Monday, May 9, 2011

MIT Information Quality Symposium

This year I’m planning to attend the MIT IQ symposium again.  I’m also one of the vice chairs of the event. The symposium is a July event in Boston that is a discussion and exchange of ideas about data quality between practitioners and academicians.

I return to this conference and participate in the planning every year because I think it’s one of the most important data quality events.  The people here really do change the course of information management.  On these hot summer days in Boston, government, healthcare and general business professionals collaborate on the latest updates about data quality.  This event has the potential to dramatically change the world – the people, organizations, and governments who manage data. I’ve grown to really enjoy the combination of ground-breaking presentations, high ranking government officials, sharp consultants and MIT hallway chat that you find here.

If you have some travel budget, please consider joining me for this event.

Friday, April 29, 2011

Open Source and Data Quality

My latest video on the Talend Channel about data quality and open source.


This was filmed in the Paris office in January. I can get excited in any time zone when it comes to data quality.

Monday, April 25, 2011

Data Quality Scorecard: Making Data Quality Relevant

Most data governance practitioners agree that a data quality scorecard is an important tool in any data governance program. It provides comprehensive information about quality of data in a database, and perhaps even more importantly, allows business users and technical users to collaborate on the quality issue.

However, there are multiple levels of metrics that you should consider. There are:

METRIC CLASSIFICATION
EXAMPLES
1
Metrics that the technologists use to fix data quality problems

7% of the e-mail attribute is blank. 12% of the e-mail attribute does not follow the standard e-mail syntax. 13% of our US mail addresses fail address validation.
2
Metrics business people use to make decisions about the data
9% of my contacts have invalid e-mails.  3% have both invalid e-mails and invalid addresses.
3
Metrics managers use to get a big picture
This customer data is good enough to use for a campaign.

All levels are important for the various members of the data governance team.  Level one shows the steps you need to take to fix the data.  Level two shows context to the task at hand. Level three tells the uniformed about the business issue without having to dig into the details.

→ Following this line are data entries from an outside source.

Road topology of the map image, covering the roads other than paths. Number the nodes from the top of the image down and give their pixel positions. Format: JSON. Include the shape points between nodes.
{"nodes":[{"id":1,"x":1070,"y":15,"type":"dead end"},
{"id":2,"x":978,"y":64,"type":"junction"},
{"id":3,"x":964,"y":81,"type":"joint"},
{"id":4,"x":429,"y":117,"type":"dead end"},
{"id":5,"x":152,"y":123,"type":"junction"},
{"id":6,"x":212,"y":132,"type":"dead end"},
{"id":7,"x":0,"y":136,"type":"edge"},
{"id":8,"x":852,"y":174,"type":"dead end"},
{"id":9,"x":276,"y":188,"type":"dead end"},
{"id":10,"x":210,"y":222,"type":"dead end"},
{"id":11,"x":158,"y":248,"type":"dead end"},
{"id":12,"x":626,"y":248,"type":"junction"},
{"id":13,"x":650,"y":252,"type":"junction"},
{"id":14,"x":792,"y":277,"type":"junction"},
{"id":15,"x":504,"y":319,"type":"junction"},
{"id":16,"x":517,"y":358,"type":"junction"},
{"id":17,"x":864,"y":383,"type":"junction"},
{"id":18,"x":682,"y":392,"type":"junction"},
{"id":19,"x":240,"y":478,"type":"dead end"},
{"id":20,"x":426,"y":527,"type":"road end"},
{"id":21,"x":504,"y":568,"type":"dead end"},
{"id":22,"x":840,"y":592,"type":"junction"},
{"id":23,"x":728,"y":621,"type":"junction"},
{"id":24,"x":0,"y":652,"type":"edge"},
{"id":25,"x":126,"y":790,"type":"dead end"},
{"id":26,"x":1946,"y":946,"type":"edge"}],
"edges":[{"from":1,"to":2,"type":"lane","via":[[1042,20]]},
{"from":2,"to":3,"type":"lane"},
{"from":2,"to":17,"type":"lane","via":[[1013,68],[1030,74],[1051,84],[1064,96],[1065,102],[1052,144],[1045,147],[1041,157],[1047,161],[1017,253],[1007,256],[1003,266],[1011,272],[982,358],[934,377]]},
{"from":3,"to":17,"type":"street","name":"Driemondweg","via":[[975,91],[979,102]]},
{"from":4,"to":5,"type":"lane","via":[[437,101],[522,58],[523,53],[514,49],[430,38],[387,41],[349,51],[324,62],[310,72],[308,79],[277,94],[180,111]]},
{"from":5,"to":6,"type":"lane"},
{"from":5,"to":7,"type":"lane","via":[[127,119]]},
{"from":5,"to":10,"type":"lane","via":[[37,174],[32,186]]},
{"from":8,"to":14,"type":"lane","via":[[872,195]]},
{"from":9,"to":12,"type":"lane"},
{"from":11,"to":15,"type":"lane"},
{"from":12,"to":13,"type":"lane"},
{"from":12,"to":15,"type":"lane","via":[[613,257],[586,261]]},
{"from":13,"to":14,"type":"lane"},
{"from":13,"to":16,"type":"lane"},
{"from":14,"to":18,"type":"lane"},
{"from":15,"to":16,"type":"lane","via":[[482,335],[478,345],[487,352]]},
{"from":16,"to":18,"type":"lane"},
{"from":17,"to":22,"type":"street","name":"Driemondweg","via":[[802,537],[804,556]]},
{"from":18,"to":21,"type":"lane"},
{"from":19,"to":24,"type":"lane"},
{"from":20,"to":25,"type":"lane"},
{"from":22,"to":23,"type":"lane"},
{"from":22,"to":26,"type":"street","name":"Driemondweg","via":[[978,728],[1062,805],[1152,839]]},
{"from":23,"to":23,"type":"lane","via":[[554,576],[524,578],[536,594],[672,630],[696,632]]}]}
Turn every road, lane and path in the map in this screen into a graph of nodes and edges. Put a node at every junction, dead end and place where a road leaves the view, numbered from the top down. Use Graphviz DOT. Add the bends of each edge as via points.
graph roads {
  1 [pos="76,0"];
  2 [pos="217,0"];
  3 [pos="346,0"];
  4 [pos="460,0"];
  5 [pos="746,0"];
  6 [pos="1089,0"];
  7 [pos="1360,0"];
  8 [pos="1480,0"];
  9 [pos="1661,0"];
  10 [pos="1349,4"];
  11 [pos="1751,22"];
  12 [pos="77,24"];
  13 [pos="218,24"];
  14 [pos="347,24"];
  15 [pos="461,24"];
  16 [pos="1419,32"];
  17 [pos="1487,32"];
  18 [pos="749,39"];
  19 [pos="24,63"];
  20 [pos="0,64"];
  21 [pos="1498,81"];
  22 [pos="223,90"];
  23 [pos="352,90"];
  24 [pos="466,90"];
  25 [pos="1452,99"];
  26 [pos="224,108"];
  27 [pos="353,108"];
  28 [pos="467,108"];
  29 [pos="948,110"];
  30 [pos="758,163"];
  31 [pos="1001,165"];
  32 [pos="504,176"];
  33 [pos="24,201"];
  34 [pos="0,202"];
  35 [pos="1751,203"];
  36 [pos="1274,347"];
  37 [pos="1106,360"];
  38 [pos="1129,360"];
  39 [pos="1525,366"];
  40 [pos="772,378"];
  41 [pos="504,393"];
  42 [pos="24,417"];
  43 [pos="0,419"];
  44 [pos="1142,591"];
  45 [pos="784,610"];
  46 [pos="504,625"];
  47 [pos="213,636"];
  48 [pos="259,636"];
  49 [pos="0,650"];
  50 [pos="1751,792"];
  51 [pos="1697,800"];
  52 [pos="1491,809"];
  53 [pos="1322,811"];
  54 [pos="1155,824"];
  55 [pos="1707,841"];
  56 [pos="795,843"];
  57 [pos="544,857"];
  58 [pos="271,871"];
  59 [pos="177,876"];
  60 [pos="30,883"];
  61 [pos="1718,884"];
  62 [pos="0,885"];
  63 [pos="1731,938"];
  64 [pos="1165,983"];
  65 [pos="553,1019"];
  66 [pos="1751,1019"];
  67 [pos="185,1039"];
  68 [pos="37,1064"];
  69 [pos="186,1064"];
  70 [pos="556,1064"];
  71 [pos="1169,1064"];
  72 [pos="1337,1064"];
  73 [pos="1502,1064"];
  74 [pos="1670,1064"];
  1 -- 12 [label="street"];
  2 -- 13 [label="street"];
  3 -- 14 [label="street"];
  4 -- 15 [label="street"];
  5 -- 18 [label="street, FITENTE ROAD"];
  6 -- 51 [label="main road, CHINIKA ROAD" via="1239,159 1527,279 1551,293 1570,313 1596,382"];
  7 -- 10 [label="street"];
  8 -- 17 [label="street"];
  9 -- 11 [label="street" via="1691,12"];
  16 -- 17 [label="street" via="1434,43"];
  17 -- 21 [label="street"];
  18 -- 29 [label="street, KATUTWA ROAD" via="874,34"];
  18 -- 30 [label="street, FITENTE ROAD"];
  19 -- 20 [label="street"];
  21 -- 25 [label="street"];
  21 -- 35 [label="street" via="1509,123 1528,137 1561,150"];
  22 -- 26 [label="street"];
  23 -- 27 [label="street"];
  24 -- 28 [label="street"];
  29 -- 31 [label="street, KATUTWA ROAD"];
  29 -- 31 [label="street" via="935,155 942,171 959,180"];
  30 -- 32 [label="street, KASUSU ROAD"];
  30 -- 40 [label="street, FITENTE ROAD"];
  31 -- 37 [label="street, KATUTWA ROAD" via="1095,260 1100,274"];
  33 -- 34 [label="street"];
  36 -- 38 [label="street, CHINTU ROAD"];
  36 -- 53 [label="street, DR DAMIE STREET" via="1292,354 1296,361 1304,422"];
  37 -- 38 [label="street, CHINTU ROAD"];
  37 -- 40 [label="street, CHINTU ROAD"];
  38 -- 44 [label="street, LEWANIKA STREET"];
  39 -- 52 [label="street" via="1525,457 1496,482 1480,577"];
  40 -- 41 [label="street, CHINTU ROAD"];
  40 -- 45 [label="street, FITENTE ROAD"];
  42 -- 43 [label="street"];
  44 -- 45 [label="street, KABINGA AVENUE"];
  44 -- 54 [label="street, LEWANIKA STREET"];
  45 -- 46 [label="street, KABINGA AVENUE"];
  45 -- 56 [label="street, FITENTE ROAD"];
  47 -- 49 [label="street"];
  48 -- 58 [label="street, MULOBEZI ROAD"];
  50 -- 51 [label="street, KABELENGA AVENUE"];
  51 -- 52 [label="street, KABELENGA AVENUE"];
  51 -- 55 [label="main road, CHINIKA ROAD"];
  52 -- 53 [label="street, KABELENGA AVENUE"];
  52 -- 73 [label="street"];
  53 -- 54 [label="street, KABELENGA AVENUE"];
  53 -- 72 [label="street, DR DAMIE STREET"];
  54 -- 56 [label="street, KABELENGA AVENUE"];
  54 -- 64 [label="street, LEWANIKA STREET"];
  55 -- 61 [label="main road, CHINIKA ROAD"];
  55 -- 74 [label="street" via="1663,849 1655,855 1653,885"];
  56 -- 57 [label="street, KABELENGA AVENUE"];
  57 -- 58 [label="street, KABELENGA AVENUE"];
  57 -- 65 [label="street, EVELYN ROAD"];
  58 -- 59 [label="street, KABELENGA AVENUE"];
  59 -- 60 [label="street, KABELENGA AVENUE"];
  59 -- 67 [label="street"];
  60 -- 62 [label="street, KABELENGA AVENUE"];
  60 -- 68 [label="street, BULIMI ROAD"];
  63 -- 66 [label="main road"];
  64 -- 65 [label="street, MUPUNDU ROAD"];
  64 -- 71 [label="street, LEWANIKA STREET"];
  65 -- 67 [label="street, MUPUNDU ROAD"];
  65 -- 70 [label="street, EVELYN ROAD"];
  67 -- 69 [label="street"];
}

So, when you’re building your DQ metrics, remember to roll-up the data into metrics into slightly higher formulations. You must design the scorecards to meet the needs of the interest of the different audiences, from technical through to business and up to executive. At the beginning of a data quality scorecard is information about data quality of individual data attributes. This is the default information that most profilers will deliver out of the box. As you aggregate scores, the high-level measures of the data quality become more meaningful. In the middle are various score sets allowing your company to analyze and summarize data quality from different perspectives. If you define the objective of a data quality assessment project as calculating these different aggregations, you will have much easier time maturing your data governance program. The business users and c-level will begin to pay attention.

Tuesday, March 15, 2011

Open Source Data Management or Do-it-Yourself

With the tough economy people are still cutting back on corporate spending.  There is a sense of urgency to just get things done, and sometimes that can lead to hand-coding your own data integration, data quality or MDM functions. When you begin to develop your plan and strategies for data management, you have to think about all the hidden costs of getting solutions out-of-the-box versus building on your own.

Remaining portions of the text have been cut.